L’impact que pourrait avoir le Brexit sur le Championnat de football anglais (Premier League) est terrible.

 

Les mois passent et se ressemblent pour le Brexit qui commence à devenir une reproduction de la comédie de 1993, Un jour sans fin (en VO. Groundhog day) dans laquelle l’acteur Bill Murray (Ghostbuster, Lost in Translation) campait le rôle d’un journaliste qui revivait inlassablement la même journée, le fameux « jour de la marmotte » tant qu’il n’aurait pas donné un sens à sa journée, sa vie.

Les Britanniques doivent actuellement ressentir le même questionnement avec le Brexit : les Premiers Ministres, les accords et les débats au Conseil Européen et à la Chambre des Communes se succèdent sans lui trouver un vrai « sens » . Toutefois, l’attention est portée principalement sur les domaines économiques, politiques voire douaniers, laissant moins de place aux questions liées au … football et le magnifique Championnat d’Angleterre, en Premier League. Ce serait donc oublier les fans de ce sport – auxquels j’appartiens – qui suivent assidûment le championnat le plus regardé dans le monde avec une diffusion live dans plus de 180 pays. En effet, le Brexit, en plus de bouleverser l’Histoire de l’Union Européenne, risque de secouer l’avenir de son propre championnat aussi bien sportivement qu’économiquement.

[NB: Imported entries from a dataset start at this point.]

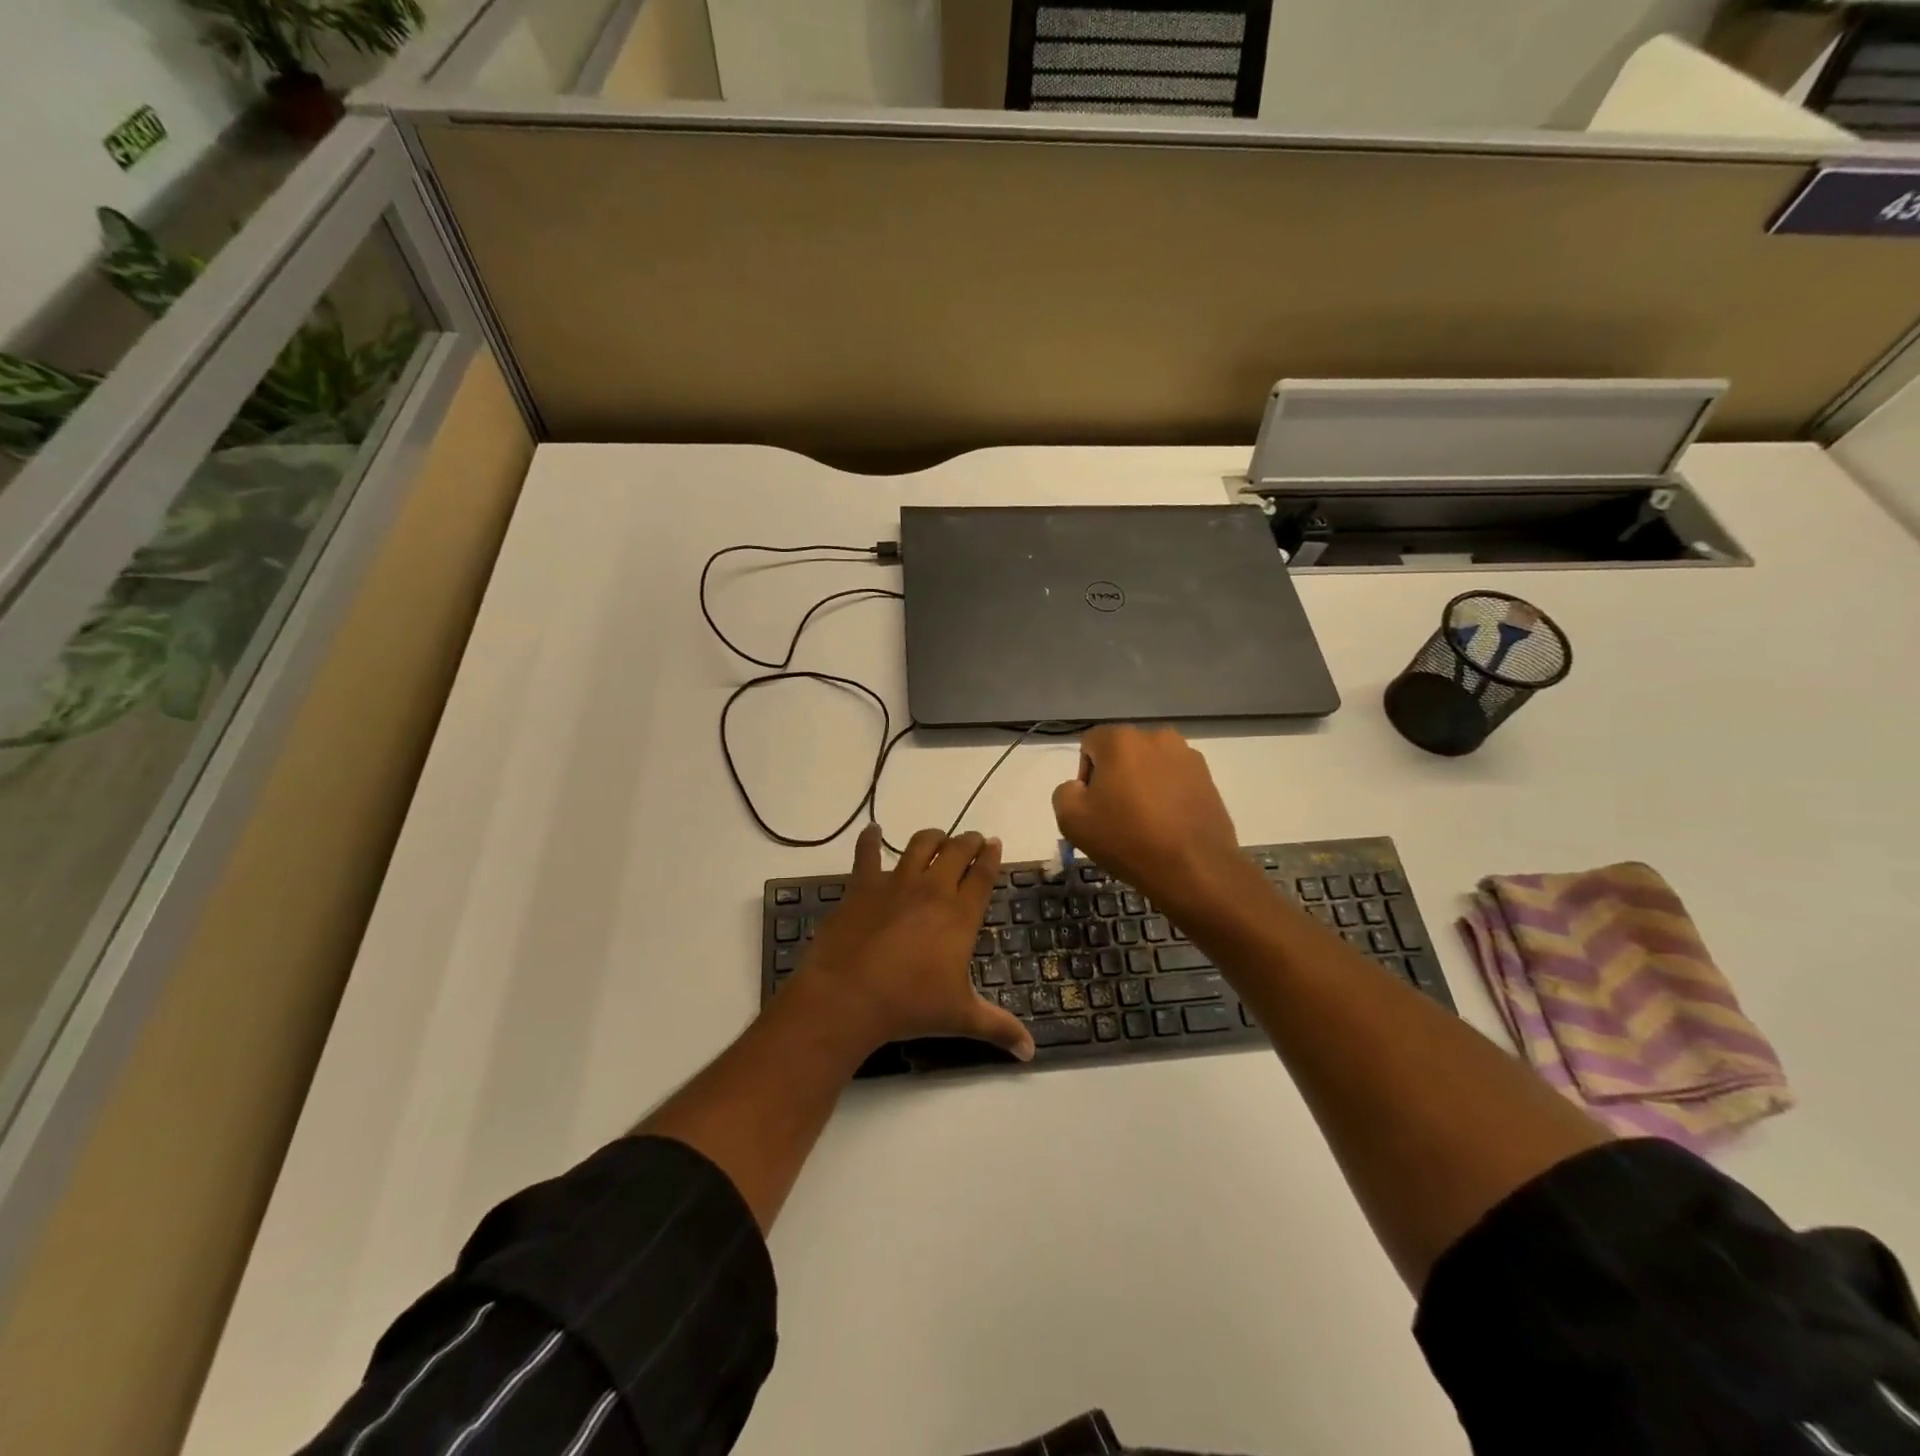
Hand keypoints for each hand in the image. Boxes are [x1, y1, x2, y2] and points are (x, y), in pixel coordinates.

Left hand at [793, 824, 1034, 1061]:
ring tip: (937, 839)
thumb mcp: (961, 1017)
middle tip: (972, 841)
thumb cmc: (910, 1006)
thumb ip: (999, 1029)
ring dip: (933, 838)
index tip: (995, 843)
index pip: (983, 875)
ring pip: (920, 843)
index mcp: (960, 915)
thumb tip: (1032, 1053)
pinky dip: (870, 839)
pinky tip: (872, 831)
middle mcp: (932, 889)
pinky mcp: (862, 885)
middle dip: (968, 841)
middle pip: (956, 851)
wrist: (849, 996)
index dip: (991, 856)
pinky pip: (867, 853)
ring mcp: (895, 883)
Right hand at [1051, 726, 1249, 919]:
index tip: (1093, 806)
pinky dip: (1167, 795)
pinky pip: (1175, 780)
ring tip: (1145, 822)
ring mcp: (1187, 756)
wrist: (1193, 869)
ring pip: (1150, 766)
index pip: (1089, 744)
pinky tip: (1167, 825)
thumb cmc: (1126, 839)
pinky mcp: (1208, 778)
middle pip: (1122, 753)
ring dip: (1142, 785)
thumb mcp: (1071, 819)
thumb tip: (1082, 787)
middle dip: (1115, 778)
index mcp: (1121, 739)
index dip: (1085, 775)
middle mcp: (1157, 737)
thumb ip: (1065, 791)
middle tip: (1116, 815)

Quel avenir sur le plan sportif pour la Premier League dans le cadre d’un Brexit ?

Si un Hard Brexit survenait, les joueurs appartenant à un des Etats de l’Union européenne (UE) ou de l’Espace économique européen (EEE) verraient l’article 45 du Traité sur le fonctionnement de l’Union Européenne (TFUE) ne plus leur être appliqué. Celui-ci dispose que, tout citoyen de l’UE a le droit de travailler sans permis (de travail) au sein des Etats membres en bénéficiant des mêmes droits que les nationaux. Or l’éligibilité à un permis de travail pour un footballeur qui souhaiterait jouer dans le championnat anglais est soumise à d’importantes réglementations comme le nombre de matchs joués avec son équipe nationale, le classement FIFA de sa nation, son salaire, la valeur de son transfert et bien entendu le quota de joueurs étrangers.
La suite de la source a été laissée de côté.